I saw this on Twitter today on Marlo Thomas' Twitter page. This really resonated with me and I re-Tweeted it because I liked it. Often I know I have a tendency to focus too much energy on what has happened in the past with regards to my IC. Maybe you can identify with that; maybe not. But for me, this is an issue that I recognized in myself and work on with my therapist frequently.
A perfect example is over focusing on my history with chronic UTI's. While I did have a relapse recently, I went nearly 6 months without an infection after battling them for 4 years. Did I focus positive energy on that accomplishment? I tried. But lurking in the background all the time was the constant worry of when will this end? Instead of focusing on the success I was having "in the moment", I would worry about the past and if it would happen again. Or often focusing on something like these UTI's and focusing too much energy on the WHY instead of focusing on what I can do going forward to treat my symptoms.
I think the same is true of focusing a lot of energy on flares. This seems to be a common theme among IC patients; spending so much energy on trying to figure out what they might have done to cause a flare. Of course sometimes we know; we ate something we shouldn't have, we overdid it physically, we're stressed out about multiple issues and more. When we KNOW what caused a flare, it's ok to recognize it and move on knowing you won't do that again. But sometimes there is just no reason; sometimes flares just happen. But so many of us focus so much energy on trying to figure it out instead of focusing on what can be done to help alleviate the symptoms of the flare and move forward.

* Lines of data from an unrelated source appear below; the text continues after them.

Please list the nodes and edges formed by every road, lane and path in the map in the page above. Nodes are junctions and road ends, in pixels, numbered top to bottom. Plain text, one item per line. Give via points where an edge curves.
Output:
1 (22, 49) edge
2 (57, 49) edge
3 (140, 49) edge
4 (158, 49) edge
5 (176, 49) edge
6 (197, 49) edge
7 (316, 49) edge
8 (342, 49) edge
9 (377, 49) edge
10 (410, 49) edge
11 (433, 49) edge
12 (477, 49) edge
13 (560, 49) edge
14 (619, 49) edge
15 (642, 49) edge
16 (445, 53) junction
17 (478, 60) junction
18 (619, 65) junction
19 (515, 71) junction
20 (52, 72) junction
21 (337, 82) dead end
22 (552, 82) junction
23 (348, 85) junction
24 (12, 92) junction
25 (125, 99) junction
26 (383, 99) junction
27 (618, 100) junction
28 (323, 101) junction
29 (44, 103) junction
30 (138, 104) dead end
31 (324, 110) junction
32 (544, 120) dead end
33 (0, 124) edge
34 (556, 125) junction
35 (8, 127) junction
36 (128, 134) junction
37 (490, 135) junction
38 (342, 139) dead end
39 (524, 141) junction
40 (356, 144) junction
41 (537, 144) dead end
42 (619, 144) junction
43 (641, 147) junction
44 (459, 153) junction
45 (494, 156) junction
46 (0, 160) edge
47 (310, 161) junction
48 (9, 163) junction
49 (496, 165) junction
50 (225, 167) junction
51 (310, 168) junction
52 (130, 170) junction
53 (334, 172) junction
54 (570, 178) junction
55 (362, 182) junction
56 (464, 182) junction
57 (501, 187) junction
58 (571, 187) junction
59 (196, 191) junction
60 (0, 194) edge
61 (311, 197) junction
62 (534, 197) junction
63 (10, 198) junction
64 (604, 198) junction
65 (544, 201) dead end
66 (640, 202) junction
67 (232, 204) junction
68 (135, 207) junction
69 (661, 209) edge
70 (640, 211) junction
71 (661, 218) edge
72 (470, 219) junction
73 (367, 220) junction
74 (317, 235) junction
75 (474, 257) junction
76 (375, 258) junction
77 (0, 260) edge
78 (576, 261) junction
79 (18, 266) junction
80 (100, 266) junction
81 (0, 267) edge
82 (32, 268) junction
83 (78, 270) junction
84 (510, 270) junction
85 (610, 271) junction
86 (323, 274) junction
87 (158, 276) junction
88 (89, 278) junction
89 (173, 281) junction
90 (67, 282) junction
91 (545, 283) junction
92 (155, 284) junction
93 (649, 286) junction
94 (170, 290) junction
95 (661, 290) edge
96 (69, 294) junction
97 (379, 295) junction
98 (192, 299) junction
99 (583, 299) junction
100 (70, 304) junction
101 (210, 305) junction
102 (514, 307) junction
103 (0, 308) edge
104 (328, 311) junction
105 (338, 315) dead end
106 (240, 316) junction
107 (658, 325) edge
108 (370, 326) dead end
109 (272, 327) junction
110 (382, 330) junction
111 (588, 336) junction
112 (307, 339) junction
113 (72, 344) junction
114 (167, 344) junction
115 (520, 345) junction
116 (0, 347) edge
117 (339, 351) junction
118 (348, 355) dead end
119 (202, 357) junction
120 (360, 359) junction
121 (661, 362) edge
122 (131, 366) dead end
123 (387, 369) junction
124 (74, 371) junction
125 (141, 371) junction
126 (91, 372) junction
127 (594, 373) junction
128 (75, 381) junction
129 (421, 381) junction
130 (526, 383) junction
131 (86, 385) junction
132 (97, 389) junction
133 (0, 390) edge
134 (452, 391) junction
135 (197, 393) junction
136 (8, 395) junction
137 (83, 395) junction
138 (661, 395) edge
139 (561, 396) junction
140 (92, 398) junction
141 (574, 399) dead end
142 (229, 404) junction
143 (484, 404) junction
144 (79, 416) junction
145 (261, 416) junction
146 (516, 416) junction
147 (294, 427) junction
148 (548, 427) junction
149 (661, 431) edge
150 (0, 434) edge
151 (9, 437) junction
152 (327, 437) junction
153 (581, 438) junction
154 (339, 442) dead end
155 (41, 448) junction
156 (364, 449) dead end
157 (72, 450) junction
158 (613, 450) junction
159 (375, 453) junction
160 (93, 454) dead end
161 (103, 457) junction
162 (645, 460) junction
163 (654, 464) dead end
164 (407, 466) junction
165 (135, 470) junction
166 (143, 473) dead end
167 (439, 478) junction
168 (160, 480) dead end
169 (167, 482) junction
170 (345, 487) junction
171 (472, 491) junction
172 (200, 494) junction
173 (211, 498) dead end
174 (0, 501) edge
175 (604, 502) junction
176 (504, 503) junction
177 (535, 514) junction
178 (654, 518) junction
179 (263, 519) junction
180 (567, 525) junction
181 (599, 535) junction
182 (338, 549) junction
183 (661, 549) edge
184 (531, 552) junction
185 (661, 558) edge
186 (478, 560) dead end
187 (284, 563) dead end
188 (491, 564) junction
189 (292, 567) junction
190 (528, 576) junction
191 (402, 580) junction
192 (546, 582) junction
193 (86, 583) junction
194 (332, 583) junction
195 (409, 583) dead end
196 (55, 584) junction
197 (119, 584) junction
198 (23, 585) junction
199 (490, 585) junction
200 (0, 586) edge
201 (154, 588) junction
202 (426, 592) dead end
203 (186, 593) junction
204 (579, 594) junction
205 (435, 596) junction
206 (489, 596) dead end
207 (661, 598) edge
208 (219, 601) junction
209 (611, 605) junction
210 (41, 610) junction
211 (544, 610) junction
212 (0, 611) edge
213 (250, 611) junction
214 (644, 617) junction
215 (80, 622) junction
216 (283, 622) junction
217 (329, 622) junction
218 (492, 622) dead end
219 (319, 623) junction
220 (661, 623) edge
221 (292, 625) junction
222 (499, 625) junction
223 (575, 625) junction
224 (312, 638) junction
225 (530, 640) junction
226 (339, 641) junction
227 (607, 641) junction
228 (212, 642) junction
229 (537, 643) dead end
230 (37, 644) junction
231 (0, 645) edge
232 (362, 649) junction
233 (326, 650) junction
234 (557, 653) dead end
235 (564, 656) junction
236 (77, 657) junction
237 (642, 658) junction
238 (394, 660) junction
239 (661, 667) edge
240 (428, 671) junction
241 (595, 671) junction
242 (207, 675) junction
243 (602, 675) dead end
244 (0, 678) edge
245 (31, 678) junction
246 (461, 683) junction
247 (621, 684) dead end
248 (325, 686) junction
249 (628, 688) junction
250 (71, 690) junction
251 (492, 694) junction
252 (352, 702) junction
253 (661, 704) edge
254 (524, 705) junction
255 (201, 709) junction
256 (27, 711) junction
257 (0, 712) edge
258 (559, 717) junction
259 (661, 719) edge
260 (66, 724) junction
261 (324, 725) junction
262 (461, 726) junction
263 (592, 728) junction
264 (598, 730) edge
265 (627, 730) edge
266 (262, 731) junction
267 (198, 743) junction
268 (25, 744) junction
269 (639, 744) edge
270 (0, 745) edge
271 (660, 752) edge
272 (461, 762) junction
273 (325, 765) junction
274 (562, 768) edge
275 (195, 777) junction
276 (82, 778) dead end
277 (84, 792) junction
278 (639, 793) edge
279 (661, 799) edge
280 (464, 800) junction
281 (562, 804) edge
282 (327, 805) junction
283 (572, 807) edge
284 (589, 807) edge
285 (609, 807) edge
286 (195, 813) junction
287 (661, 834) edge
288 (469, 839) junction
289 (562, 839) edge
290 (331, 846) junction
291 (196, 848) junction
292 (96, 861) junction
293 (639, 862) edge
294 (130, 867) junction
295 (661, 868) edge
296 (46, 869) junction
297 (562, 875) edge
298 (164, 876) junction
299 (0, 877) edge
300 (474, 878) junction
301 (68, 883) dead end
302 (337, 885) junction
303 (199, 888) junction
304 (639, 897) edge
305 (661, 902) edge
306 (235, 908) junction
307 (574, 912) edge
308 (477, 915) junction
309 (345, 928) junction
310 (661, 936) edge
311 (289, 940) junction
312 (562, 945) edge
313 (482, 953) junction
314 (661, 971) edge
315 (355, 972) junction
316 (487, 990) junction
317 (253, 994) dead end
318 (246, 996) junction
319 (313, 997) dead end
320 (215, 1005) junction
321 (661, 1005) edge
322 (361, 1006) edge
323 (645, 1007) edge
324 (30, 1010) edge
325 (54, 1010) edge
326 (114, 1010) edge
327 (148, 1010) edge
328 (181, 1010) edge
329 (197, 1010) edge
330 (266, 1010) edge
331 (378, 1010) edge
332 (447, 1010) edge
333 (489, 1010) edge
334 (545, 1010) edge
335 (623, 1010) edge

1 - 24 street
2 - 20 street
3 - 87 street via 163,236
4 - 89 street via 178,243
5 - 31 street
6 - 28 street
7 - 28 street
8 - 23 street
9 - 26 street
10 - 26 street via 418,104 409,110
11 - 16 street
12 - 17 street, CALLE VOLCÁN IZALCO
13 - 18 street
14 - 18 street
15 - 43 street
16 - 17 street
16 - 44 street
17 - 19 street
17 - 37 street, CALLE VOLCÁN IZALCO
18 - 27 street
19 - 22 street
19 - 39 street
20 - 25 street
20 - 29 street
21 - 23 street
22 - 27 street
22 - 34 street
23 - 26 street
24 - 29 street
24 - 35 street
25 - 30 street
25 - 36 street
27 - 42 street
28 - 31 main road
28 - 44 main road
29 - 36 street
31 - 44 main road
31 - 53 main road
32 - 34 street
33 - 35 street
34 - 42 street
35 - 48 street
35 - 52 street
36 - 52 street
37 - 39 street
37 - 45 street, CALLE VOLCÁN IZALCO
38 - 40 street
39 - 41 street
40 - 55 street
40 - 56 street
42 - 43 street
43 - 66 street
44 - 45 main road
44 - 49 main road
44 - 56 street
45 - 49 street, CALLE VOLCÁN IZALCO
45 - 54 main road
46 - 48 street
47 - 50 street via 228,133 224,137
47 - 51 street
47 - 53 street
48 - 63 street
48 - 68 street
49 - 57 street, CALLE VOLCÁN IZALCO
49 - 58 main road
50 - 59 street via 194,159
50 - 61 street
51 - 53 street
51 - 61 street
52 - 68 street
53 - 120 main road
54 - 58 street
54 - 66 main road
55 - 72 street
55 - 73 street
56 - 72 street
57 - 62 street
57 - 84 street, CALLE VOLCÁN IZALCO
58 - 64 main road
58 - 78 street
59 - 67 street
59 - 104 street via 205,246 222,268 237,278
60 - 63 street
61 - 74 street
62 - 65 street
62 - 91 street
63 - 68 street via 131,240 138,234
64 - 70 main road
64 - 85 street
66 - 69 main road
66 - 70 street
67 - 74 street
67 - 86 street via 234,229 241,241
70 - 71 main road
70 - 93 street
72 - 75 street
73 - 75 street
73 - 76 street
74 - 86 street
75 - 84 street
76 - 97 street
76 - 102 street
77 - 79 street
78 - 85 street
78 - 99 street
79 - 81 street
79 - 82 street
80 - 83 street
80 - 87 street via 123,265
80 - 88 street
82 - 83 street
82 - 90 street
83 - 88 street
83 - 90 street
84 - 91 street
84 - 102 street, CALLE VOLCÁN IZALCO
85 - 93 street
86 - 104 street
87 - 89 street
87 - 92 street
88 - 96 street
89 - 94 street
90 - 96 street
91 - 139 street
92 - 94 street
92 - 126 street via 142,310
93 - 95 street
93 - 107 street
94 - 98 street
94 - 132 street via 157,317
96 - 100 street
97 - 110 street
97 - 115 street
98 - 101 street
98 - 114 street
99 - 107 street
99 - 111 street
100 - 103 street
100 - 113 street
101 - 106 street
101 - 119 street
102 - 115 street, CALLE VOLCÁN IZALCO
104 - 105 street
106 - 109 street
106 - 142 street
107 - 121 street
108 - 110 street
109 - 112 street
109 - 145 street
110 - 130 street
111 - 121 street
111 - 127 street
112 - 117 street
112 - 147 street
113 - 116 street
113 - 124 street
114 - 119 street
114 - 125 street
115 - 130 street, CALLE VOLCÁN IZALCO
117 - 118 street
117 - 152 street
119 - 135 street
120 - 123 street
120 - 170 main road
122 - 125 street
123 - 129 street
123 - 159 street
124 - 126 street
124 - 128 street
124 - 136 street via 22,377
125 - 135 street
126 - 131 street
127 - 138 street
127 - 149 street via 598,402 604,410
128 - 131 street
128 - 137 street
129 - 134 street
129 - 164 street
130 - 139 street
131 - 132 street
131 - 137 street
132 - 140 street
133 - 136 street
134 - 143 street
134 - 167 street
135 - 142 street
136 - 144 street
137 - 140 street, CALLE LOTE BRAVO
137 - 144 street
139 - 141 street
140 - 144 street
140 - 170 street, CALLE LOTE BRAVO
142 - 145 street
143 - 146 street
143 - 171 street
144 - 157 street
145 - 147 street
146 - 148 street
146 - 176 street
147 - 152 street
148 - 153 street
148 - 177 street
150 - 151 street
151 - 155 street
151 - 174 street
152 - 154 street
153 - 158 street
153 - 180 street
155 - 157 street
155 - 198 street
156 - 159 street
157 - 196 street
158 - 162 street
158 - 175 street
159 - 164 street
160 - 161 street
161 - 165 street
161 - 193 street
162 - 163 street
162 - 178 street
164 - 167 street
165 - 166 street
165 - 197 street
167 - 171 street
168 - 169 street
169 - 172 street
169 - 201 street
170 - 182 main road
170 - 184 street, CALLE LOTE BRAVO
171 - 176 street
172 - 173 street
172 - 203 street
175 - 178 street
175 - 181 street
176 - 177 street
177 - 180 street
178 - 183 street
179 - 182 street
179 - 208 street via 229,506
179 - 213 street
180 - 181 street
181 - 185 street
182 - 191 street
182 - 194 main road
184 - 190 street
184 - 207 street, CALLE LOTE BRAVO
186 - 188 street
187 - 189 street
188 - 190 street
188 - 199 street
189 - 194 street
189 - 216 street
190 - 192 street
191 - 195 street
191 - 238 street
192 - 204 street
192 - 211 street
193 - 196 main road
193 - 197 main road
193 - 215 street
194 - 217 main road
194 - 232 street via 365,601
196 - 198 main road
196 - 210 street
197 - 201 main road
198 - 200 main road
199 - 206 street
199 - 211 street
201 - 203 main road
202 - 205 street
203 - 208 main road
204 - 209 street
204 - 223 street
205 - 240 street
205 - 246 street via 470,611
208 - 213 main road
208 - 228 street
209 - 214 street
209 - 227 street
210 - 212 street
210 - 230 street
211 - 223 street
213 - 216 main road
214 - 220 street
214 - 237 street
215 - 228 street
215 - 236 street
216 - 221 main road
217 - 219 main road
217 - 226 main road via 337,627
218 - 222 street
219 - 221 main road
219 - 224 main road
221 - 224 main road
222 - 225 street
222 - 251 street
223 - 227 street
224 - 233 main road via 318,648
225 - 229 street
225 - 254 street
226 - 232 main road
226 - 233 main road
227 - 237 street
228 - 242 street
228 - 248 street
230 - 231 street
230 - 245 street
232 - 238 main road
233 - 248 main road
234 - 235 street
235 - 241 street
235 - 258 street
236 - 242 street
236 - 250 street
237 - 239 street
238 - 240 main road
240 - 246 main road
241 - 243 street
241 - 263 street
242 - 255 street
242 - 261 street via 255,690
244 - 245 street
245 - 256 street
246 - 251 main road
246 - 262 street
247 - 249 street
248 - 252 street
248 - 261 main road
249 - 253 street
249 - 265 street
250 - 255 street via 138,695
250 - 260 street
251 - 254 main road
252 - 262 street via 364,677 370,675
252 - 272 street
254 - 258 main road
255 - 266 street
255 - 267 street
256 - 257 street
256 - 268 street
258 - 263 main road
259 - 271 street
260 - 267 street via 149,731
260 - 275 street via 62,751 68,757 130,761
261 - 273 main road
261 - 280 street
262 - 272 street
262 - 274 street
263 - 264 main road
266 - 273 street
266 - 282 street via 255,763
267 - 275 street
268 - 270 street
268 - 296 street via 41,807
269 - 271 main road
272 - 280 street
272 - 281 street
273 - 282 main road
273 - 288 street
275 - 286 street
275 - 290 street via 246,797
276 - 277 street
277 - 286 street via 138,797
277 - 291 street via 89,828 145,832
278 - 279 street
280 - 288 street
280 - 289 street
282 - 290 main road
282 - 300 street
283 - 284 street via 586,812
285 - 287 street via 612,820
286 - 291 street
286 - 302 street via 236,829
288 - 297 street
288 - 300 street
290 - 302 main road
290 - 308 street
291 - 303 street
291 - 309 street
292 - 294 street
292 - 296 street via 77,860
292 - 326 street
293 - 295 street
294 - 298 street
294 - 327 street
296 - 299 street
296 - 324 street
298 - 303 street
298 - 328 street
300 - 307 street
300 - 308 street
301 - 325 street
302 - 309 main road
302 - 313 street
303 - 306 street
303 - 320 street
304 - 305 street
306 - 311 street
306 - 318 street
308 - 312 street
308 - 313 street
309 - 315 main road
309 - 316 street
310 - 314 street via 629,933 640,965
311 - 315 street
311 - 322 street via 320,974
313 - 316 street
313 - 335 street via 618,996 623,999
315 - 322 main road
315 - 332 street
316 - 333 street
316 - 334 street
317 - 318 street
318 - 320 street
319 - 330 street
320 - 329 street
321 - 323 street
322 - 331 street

None of this is an easy task. Like I said, I work on this with my therapist. I've always been kind of a "glass half empty" person and never liked that about myself. I think the same could be said about many of us suffering with IC. It's NOT easy. We are struggling with so much and often having a very difficult time finding successful treatments. So I'm not saying everything should be sunshine and roses every day when you wake up in pain and don't have good options.
What I am saying is that I felt that way too but did not want to. As we all do, I had a lot to deal with and it was causing anxiety and I didn't like that. I didn't like bursting into tears all the time and I really did not want to spiral into depression.
So for me that meant accepting the referral from my IC doctor to an excellent psychologist. She has been a life saver and I think it was the smartest thing I've ever done. Learning to COPE with our pain and struggles can actually help with how you feel. It's not a miracle fix, but it helps. And, I don't know about you, but I'll take any help I can get. It's one tool in my tool box of things to use to help me focus on "building the new" which to me just means focusing my energy on how I can help myself. Identifying what that means, then going about doing it. Talking to my doctor continuously about options, working with my therapist, writing this Blog, my Support Group and more. All these things help me to take the focus of what is past and what I cannot change and help me look forward and work toward figuring out what I CAN do to help myself.
Every day is a new day. What happened today can be set aside and we can start anew each and every day. So all I'm suggesting is that this is something to think about; see if this speaks to you as it did me. See if you feel like you want to make a change and then figure out how to go about making that change.